実はこんなのを作ってます。前回レスにおける桜丘さまの察しのとおり、幕府陸軍の階級章陣笠、陸軍笠の色つき資料です。陸軍笠の資料は複数の文献にあるのですが、
どれもモノクロなのでせっかくだからカラーで再現しちゃおうと思いました。色の記述も複数の資料が一致しましたのでこれを基にしようと思います。
いまのところ、レキション羽織の階級区分をどう表現しようか悩んでます。
唐突ですが、前回の記事の桜丘さまへのレスをここにてさせていただきます。
絵の鉄鉢陣笠の原型はおそらく、火事場頭巾などを簡素にした形状のようです。初期の講武所の洋式調練は火事場装束などを流用して
行われていたのでその名残かもしれません。しかしこの陣笠も鳥羽伏見戦までに総勢9連隊近く存在した蘭式歩兵隊全土に行き渡らなかったものと思われます。
仏軍砲兵大尉ブリュネのスケッチには慶応三年時点で筒袖ダンブクロに韮山笠、背嚢を背負った歩兵の一隊が描かれています。(遠めなので正確ではありませんが)
仏式伝習歩兵は歩兵組とは別途に徴収した雇兵で計二大隊ほどの編成にとどまりました。緊迫した情勢では、従来の蘭式歩兵の方が手っ取り早く、多く雇用出来たんでしょうね。
その際には洋装の軍服ではなく、足袋職人を動員して型紙で量産できた筒袖上着にダンブクロを着用させたのでしょう。韮山笠も紙縒りと漆でできちゃいますし。
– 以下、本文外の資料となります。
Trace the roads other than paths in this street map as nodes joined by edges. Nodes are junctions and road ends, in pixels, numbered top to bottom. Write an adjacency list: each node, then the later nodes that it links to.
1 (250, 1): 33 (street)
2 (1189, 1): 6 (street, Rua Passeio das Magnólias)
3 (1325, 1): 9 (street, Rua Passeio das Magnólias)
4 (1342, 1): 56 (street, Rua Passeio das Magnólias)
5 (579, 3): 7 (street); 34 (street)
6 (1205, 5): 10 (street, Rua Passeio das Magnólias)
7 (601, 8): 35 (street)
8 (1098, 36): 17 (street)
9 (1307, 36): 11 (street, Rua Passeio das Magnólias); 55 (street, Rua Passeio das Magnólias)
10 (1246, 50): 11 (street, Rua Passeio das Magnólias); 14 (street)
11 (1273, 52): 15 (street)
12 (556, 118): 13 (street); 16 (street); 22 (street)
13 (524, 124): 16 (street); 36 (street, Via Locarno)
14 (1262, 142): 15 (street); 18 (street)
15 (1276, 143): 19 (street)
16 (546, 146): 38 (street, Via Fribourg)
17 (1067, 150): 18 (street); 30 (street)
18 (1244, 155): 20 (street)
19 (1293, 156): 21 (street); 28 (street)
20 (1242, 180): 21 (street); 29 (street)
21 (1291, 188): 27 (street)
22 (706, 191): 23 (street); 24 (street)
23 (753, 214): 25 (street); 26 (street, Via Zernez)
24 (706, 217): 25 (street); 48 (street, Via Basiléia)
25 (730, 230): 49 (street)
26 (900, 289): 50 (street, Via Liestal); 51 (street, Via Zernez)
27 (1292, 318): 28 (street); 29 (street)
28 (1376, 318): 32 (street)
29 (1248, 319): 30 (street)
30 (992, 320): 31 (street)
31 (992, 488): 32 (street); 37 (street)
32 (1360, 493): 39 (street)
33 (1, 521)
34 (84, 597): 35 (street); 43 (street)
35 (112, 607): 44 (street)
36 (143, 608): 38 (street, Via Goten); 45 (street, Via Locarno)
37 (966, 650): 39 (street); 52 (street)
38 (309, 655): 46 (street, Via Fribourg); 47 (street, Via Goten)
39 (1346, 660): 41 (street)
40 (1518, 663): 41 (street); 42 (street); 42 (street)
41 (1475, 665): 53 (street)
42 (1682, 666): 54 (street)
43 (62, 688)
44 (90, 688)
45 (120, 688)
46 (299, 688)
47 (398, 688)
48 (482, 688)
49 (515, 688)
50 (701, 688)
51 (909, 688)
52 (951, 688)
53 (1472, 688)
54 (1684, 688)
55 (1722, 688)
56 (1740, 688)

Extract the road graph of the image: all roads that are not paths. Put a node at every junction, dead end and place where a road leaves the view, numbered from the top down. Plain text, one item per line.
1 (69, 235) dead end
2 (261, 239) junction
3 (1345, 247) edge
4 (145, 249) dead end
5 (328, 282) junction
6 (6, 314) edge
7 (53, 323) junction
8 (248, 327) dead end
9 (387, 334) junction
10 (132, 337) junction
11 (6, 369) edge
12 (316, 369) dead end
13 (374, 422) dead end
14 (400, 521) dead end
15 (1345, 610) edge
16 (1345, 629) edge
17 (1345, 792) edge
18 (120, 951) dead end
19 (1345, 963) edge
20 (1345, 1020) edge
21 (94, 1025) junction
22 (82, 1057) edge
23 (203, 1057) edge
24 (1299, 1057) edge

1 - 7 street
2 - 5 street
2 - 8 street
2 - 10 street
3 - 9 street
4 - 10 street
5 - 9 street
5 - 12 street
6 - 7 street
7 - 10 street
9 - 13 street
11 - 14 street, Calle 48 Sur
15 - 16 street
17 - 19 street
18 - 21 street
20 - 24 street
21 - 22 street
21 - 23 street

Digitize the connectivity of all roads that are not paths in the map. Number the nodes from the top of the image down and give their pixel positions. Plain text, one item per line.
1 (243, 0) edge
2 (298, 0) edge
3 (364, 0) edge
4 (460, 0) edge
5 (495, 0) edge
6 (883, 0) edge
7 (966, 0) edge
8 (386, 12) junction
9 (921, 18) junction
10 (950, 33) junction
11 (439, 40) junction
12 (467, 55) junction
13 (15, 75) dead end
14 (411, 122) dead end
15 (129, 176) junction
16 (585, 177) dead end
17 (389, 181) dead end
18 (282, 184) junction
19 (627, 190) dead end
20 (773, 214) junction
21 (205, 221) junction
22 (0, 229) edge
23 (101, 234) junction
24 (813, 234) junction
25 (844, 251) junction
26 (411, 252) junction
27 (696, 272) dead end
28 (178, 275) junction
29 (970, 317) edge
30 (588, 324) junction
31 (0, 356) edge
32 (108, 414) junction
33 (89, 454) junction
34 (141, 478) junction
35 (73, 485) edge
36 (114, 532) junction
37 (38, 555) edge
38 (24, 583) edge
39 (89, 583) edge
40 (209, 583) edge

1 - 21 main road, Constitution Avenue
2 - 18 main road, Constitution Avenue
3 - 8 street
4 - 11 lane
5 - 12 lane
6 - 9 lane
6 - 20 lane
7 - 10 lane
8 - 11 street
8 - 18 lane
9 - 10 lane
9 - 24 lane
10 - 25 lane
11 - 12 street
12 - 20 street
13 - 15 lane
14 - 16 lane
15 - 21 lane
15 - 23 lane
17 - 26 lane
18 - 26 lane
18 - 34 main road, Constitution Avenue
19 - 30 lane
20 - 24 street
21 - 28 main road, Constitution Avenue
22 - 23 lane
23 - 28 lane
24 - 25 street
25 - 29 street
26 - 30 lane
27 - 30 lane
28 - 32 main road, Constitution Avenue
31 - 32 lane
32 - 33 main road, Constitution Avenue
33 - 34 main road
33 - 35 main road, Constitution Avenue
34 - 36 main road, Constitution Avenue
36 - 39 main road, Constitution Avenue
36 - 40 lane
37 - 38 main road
薩摩藩など、戊辰戦争期の新政府各藩兵は写真が多く残っていて参考になります。特に、薩摩藩士の記念写真には舶来のマンテル姿の藩士の中に
イギリス軍のベルトがキラリと光っていたり中古品の普及具合がなかなかに面白いです。
古写真に関する隠れ良資料があるのですが、大学時代に図書室で見つけた本なのですが
毎日新聞社の『決定版 昭和史』シリーズの中の「昭和前史・文明開化 幕末~明治18年」という図版があります。
比較的高解像度の幕府軍調練写真や仏軍士官と幕軍士官の集合写真に洋式化された八王子千人同心の軍装姿、薩摩藩士の集合写真などが載っています。調べてみてはいかがでしょうか。
本当に、手前のイラストで幕末軍装に興味を持っていただけて本当にうれしく思います。伝習隊のイラストは自分でも、もう一度描きたかったりします。桜丘さまもぜひ!
ぜったい現用軍隊よりも研究しがいがあると思うんだけど、なかなか火がつかないのが悩みです。
(まとまった資料もないですし、おととしに出版された『武器と防具 幕末編』が最新の資料とでも言いましょうか)
これからも進めていきたいと思いますので、今後ともよろしくお願いします。